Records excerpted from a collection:
--
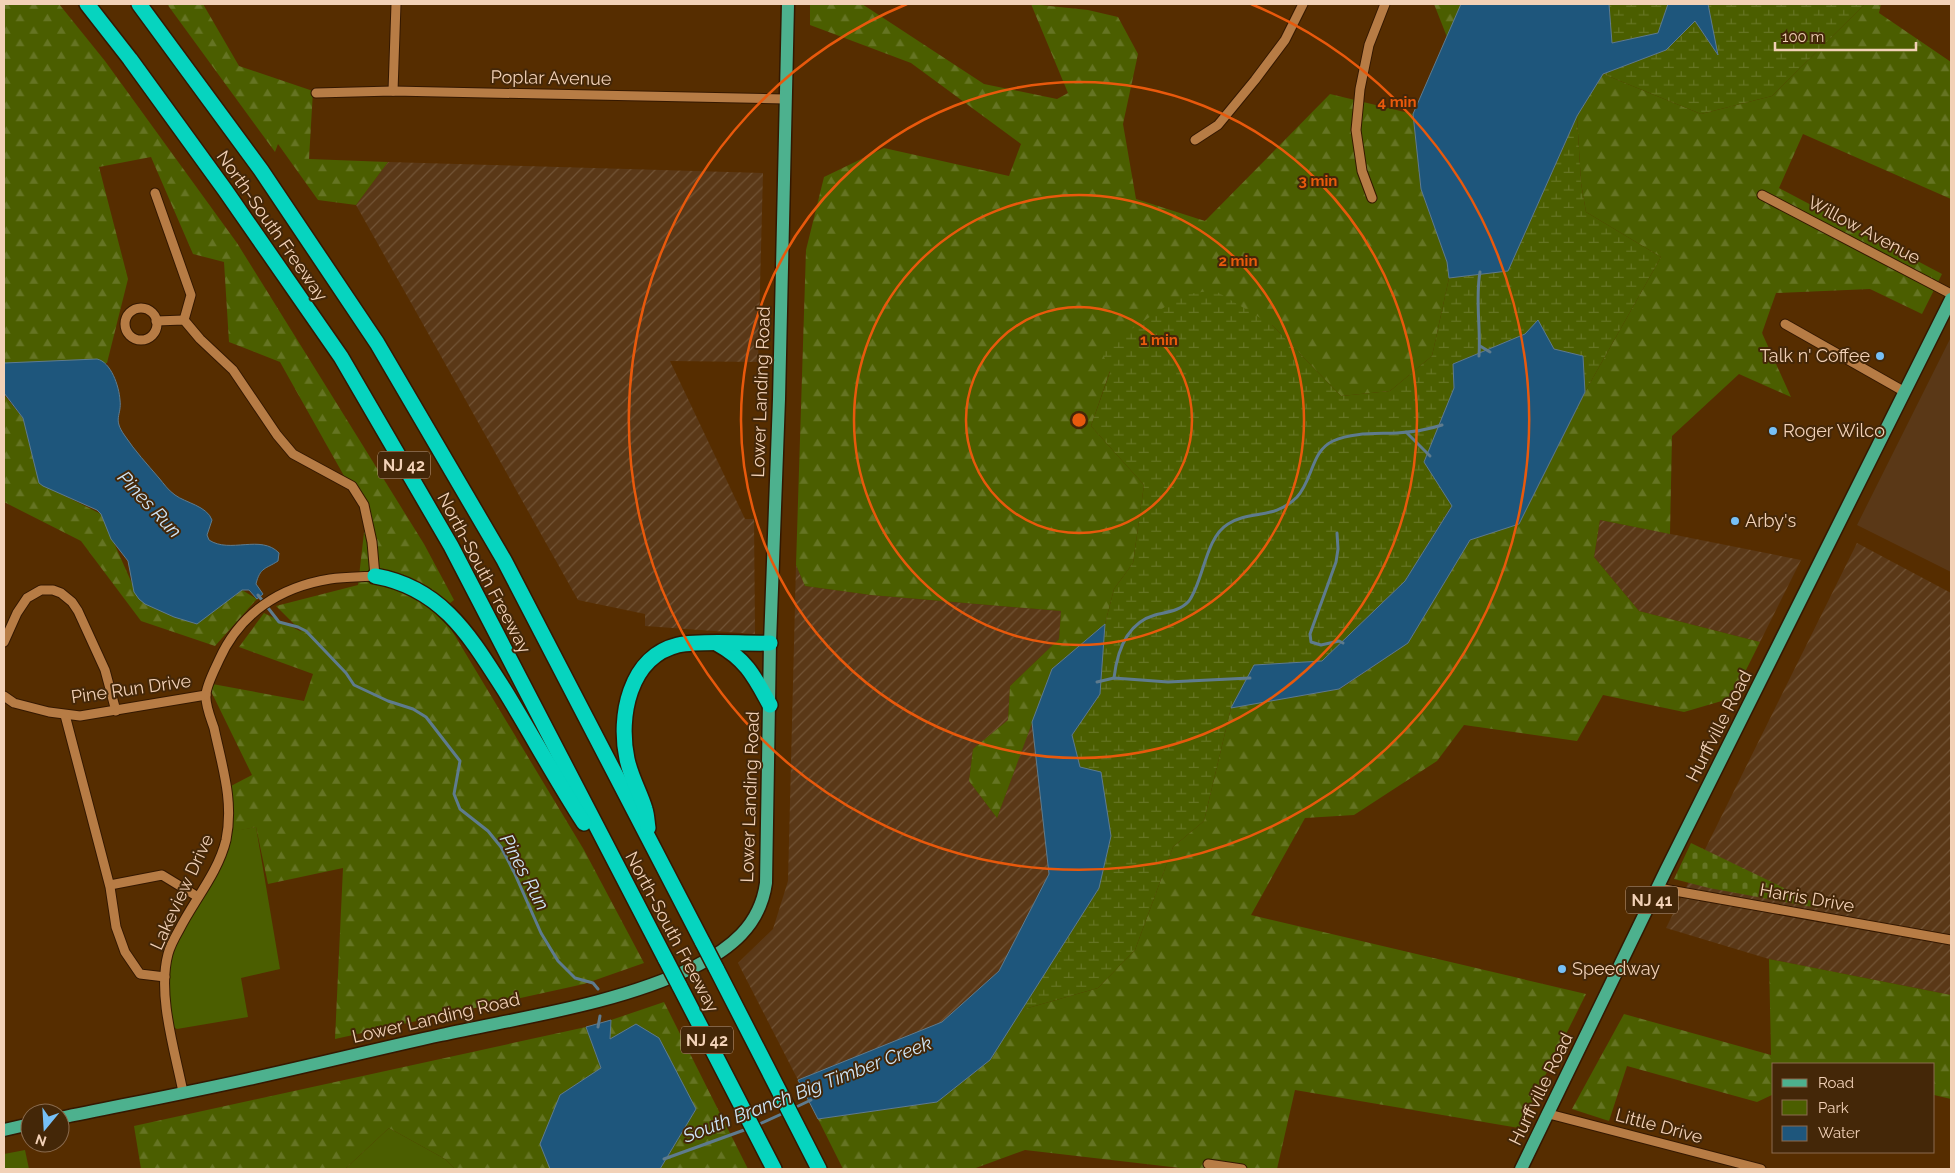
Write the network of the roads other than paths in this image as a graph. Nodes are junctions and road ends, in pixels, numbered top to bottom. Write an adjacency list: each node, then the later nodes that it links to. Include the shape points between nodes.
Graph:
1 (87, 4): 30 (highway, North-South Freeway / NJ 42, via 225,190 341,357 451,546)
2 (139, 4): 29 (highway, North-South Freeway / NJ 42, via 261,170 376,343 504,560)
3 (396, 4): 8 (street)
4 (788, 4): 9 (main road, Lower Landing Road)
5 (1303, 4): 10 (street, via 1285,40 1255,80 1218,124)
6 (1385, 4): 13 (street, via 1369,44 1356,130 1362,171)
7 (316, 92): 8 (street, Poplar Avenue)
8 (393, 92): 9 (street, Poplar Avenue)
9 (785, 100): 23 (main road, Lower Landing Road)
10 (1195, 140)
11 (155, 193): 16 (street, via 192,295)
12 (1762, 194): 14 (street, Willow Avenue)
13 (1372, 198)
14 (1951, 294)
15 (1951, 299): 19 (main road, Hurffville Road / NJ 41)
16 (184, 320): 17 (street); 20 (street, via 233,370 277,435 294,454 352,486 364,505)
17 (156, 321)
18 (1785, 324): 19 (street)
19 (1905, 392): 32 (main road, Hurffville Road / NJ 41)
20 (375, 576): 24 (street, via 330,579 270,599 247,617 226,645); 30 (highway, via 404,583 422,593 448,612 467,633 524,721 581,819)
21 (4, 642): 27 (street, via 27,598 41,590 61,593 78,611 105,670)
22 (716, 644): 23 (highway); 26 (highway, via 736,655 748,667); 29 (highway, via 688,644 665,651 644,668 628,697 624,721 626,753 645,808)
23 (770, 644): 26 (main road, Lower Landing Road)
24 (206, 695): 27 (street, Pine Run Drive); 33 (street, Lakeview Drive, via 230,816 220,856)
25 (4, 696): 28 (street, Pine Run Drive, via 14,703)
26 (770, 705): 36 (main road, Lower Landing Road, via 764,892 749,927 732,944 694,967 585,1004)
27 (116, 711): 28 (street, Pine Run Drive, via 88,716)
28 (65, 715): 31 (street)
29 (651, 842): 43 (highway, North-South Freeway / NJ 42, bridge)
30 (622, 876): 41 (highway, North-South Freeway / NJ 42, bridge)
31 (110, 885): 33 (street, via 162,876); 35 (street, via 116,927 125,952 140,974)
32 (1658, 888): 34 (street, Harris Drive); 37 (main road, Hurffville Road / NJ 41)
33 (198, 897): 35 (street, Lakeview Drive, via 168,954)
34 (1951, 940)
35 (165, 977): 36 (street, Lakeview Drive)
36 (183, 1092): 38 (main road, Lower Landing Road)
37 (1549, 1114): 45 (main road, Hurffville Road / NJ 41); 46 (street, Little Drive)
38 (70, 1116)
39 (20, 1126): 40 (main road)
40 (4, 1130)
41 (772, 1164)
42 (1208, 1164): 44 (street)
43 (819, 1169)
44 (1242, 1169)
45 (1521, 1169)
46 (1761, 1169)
--
Each entry above should be printed again word for word, with any picture dropped.

Answer space:
Write the network of the roads other than paths in this image as a graph. Nodes are junctions and road ends, in pixels, numbered top to bottom. Write an adjacency list: each node, then the later nodes that it links to. Include the shape points between nodes.
Graph:
1 (87, 4): 30 (highway, North-South Freeway / NJ 42, via 225,190 341,357 451,546)
2 (139, 4): 29 (highway, North-South Freeway / NJ 42, via 261,170 376,343 504,560)
3 (396, 4): 8 (street)
4 (788, 4): 9 (main road, Lower Landing Road)
5 (1303, 4): 10 (street, via 1285,40 1255,80 1218,124)
6 (1385, 4): 13 (street, via 1369,44 1356,130 1362,171)
7 (316, 92): 8 (street, Poplar Avenue)
8 (393, 92): 9 (street, Poplar Avenue)
9 (785, 100): 23 (main road, Lower Landing Road)
10 (1195, 140)
11 (155, 193): 16 (street, via 192,295)
12 (1762, 194): 14 (street, Willow Avenue)
13 (1372, 198)
14 (1951, 294)
15 (1951, 299): 19 (main road, Hurffville Road / NJ 41)
16 (184, 320): 17 (street); 20 (street, via 233,370 277,435 294,454 352,486 364,505)
17 (156, 321)
18 (1785, 324): 19 (street)
19 (1905, 392): 32 (main road, Hurffville Road / NJ 41)
20 (375, 576): 24 (street, via 330,579 270,599 247,617 226,645); 30 (highway, via 404,583 422,593 448,612 467,633 524,721 581,819)
21 (4, 642): 27 (street, via 27,598 41,590 61,593 78,611 105,670)
22 (716, 644): 23 (highway); 26 (highway, via 736,655 748,667); 29 (highway, via 688,644 665,651 644,668 628,697 624,721 626,753 645,808)
23 (770, 644): 26 (main road, Lower Landing Road)
24 (206, 695): 27 (street, Pine Run Drive); 33 (street, Lakeview Drive, via 230,816 220,856)
25 (4, 696): 28 (street, Pine Run Drive, via 14,703)
26 (770, 705): 36 (main road, Lower Landing Road, via 764,892 749,927 732,944 694,967 585,1004)
27 (116, 711): 28 (street, Pine Run Drive, via 88,716)
28 (65, 715): 31 (street)
29 (651, 842): 43 (highway, North-South Freeway / NJ 42, bridge)
30 (622, 876): 41 (highway, North-South Freeway / NJ 42, bridge)
31 (110, 885): 33 (street, via 162,876); 35 (street, via 116,927 125,952 140,974)
32 (1658, 888): 34 (street, Harris Drive); 37 (main road, Hurffville Road / NJ 41)
33 (198, 897): 35 (street, Lakeview Drive, via 168,954)
34 (1951, 940)
35 (165, 977): 36 (street, Lakeview Drive)
36 (183, 1092): 38 (main road, Lower Landing Road)
37 (1549, 1114): 45 (main road, Hurffville Road / NJ 41); 46 (street, Little Drive)
38 (70, 1116)
39 (20, 1126): 40 (main road)
40 (4, 1130)
41 (772, 1164)
42 (1208, 1164): 44 (street)
43 (819, 1169)
44 (1242, 1169)
45 (1521, 1169)
46 (1761, 1169)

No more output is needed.